The fight to be fastest

The sympathetically reconstructed Spa-Francorchamps circuit is quick – Mark Webber’s fastest race lap of 2011 was set at 142.6mph – but it’s not as quick as its ‘daddy’ used to be.

There was a time when tracks – and I’m talking trees-and/or-houses road circuits, not banked ovals like Brooklands’ Outer Circuit, and not there-and-back blinds like Berlin’s AVUS – cared not a jot for safety nor health and instead blatantly vied to be the outright quickest.

The original Spa, you might be surprised to read, wasn’t really at the races in this respect. So it took drastic action. Back then ‘Eau Rouge’ was hardly white-knuckle. Two 90-degree lefts connected by a hairpin right, it was lumbered with a tardy nomenclature too: Virage de l’Ancienne Douanne. Ooh, feel the speed. It was sufficiently slow for Rudolf Caracciola, on his way to winning the 1935 Belgian Grand Prix for Mercedes-Benz, to smell a spectator’s wisping cigar smoke.

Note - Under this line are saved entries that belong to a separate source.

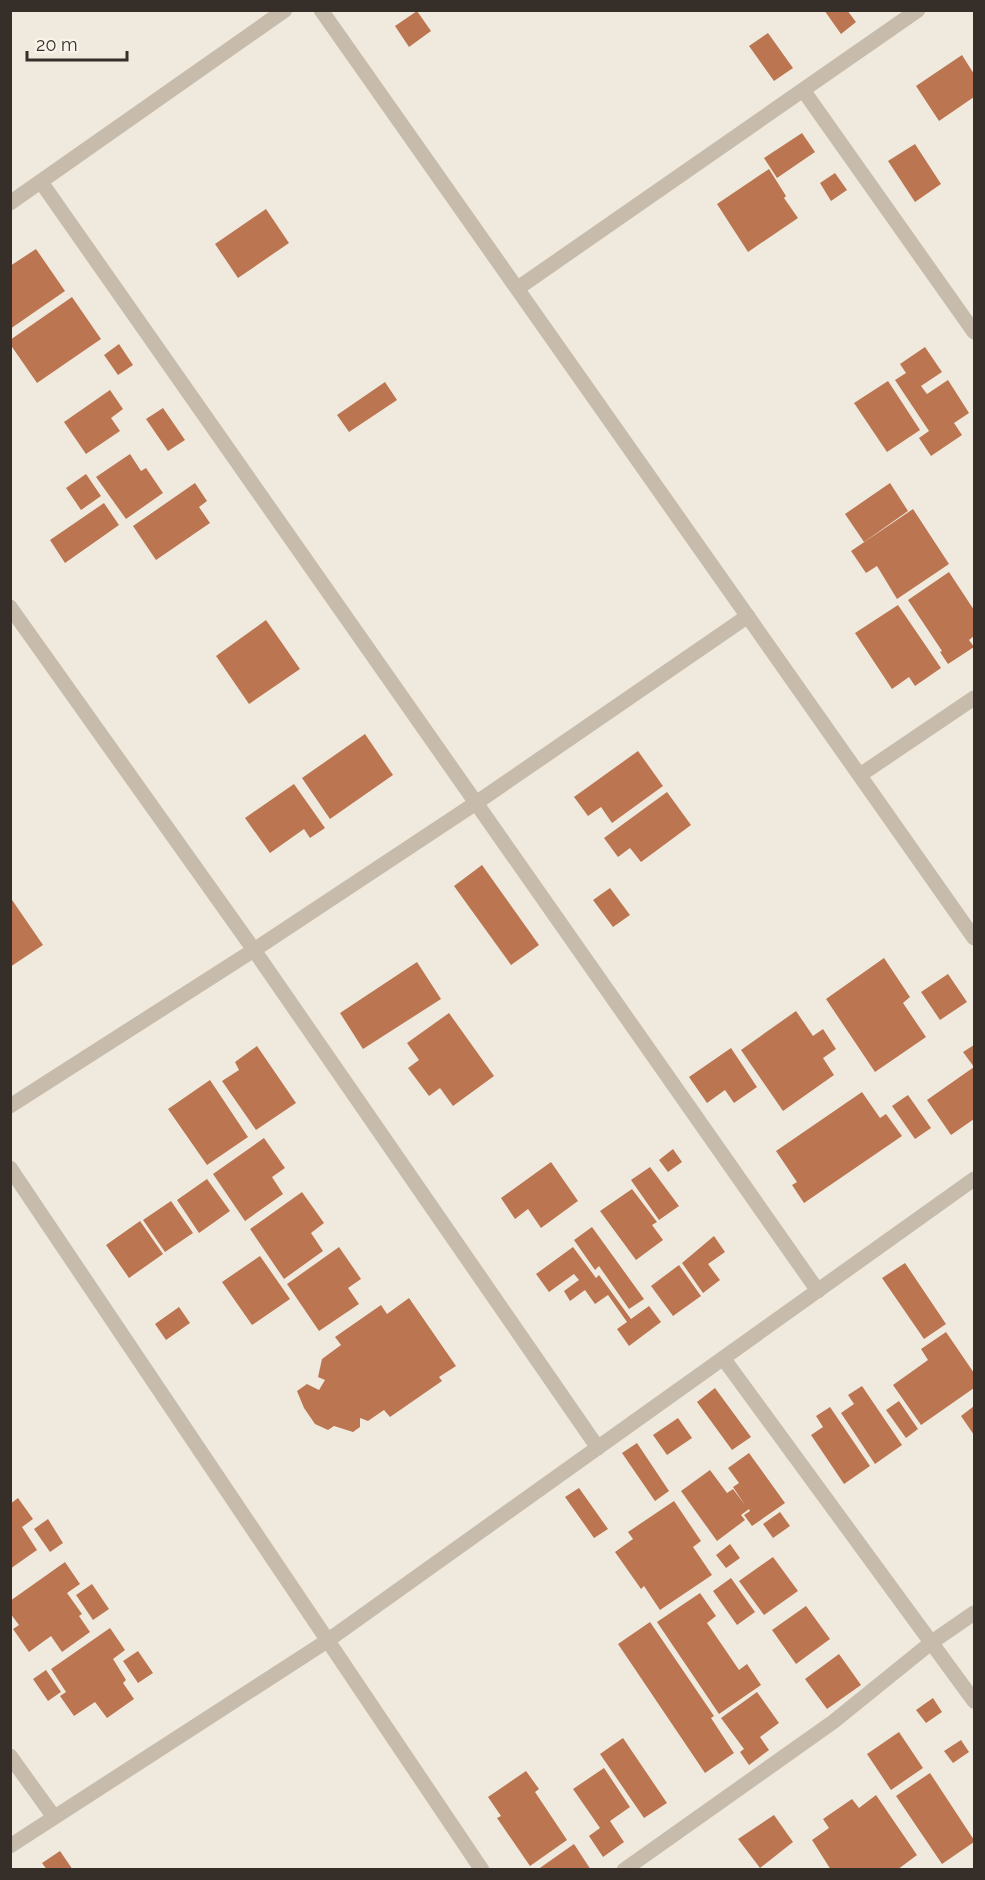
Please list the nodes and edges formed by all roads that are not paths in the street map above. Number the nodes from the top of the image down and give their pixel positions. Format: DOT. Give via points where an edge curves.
graph roads {
  1 [pos="285,10"];
  2 [pos="321,10"];
  3 [pos="918,10"];
  4 [pos="803,90"];
  5 [pos="41,182"];
  6 [pos="10,203"];
  7 [pos="518,288"];
  8 [pos="975,332"];
  9 [pos="10,607"];
  10 [pos="748,616"];
  11 [pos="975,698"];
  12 [pos="860,775"];
  13 [pos="476,803"];
  14 [pos="975,938"];
  15 [pos="254,950"];
  16 [pos="10,1106"];
  17 [pos="10,1168"];
  18 [pos="975,1179"];
  19 [pos="818,1291"];
  20 [pos="723,1358"];
  21 [pos="598,1448"];
  22 [pos="975,1613"];
  23 [pos="327,1641"];
  24 [pos="932,1642"];
  25 [pos="975,1701"];
  26 [pos="10,1756"];
  27 [pos="54,1818"];
  28 [pos="10,1846"];
  29 [pos="482,1869"];
  30 [pos="624,1869"];
  1 -- 5 [label="street"];
  2 -- 7 [label="street"];
  3 -- 4 [label="street"];
  4 -- 7 [label="street"];
  4 -- 8 [label="street"];
  5 -- 6 [label="street"];
  5 -- 13 [label="street"];
  7 -- 10 [label="street"];
  9 -- 15 [label="street"];
  10 -- 12 [label="street"];
  10 -- 13 [label="street"];
  11 -- 12 [label="street"];
  12 -- 14 [label="street"];
  13 -- 15 [label="street"];
  13 -- 19 [label="street"];
  15 -- 16 [label="street"];
  15 -- 21 [label="street"];
  17 -- 23 [label="street"];
  18 -- 19 [label="street"];
  19 -- 20 [label="street"];
  20 -- 21 [label="street"];
  20 -- 24 [label="street"];
  21 -- 23 [label="street"];
  22 -- 24 [label="street"];
  23 -- 27 [label="street"];
  23 -- 29 [label="street"];
  24 -- 25 [label="street"];
  24 -- 30 [label="street" via="832,1722"];
  26 -- 27 [label="street"];
  27 -- 28 [label="street"];
}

That changed in 1939 when a radically reprofiled road cut a lazier yet much faster ess down, across and up out of the valley. No more anciennes douannes, this was red-blooded: that’ll be the real Eau Rouge, thank you. Its ramping effect, however, was diluted by the rain that fatally caught out Dick Seaman on the opposite, return leg of the circuit: Hermann Lang, Mercedes-Benz W154 (with M163 engine), 101.4mph.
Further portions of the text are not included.